*** DATA PROVIDED ***
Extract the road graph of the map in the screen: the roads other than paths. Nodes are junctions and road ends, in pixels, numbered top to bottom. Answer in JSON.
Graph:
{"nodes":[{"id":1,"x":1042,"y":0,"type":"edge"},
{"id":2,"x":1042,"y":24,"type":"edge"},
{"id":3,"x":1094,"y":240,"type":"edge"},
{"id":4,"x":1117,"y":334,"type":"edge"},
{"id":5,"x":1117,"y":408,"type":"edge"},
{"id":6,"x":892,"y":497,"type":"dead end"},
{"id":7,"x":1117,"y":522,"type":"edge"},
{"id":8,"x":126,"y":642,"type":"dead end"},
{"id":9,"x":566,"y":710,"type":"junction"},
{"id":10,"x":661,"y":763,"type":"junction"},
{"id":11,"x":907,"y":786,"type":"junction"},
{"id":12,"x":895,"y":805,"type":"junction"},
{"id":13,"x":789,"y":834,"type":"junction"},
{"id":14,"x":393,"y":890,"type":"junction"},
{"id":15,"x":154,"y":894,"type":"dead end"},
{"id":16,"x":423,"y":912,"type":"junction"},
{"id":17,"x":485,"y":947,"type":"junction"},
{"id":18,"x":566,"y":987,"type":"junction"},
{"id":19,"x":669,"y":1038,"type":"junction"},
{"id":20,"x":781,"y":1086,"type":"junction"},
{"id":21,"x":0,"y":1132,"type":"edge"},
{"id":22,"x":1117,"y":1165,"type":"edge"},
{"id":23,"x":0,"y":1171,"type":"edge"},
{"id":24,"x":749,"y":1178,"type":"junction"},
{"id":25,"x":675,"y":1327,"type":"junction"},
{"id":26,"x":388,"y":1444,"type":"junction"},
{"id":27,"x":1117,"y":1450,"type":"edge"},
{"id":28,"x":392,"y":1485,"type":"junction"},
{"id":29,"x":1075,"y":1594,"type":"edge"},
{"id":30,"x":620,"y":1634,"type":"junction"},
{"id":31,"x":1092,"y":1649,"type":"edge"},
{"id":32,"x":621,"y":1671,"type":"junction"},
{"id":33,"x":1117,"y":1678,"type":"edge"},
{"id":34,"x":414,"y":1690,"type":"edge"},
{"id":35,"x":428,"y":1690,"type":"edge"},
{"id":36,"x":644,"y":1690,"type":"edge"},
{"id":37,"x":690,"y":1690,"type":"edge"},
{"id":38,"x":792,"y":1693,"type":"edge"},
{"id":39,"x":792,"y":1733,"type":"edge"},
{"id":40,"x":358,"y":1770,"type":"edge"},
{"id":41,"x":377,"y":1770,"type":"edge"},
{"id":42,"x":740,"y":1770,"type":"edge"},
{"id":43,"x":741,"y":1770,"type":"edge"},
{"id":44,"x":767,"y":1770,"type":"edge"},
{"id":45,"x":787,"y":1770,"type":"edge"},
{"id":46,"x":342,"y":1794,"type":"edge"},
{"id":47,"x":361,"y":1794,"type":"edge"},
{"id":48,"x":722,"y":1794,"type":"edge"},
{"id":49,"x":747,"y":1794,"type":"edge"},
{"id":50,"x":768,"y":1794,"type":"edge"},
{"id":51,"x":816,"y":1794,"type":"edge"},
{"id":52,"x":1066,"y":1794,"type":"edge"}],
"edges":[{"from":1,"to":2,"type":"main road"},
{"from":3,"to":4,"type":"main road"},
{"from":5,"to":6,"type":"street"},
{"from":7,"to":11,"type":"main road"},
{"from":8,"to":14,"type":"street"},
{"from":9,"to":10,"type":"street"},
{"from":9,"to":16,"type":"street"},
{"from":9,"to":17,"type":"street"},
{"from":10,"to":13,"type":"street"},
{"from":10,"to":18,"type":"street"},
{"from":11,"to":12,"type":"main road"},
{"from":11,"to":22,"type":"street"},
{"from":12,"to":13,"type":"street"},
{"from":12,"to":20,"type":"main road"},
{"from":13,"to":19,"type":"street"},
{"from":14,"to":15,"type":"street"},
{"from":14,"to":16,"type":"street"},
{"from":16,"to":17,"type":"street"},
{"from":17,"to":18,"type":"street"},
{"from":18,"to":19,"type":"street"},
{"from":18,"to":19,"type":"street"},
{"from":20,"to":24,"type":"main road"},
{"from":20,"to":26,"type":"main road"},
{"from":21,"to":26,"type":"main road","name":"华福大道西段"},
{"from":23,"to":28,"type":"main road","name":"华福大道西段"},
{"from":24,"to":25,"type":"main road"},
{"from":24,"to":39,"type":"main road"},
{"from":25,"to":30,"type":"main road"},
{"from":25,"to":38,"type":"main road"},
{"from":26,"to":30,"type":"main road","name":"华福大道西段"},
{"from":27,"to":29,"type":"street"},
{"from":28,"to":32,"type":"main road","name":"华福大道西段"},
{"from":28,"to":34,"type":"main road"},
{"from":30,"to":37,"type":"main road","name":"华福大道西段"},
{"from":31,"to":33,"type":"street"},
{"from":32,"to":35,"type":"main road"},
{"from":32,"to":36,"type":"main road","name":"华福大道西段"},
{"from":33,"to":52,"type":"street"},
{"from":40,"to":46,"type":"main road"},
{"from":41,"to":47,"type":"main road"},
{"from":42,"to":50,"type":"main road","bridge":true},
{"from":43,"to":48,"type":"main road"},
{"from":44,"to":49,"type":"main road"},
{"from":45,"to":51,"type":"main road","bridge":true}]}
*** End of DATA PROVIDED ***
_TO DO:_
Lines holding "true" in the data above: copy each of them.

_OUTPUT OF THE TASK:_
{"from":42,"to":50,"type":"main road","bridge":true},
{"from":45,"to":51,"type":"main road","bridge":true}]}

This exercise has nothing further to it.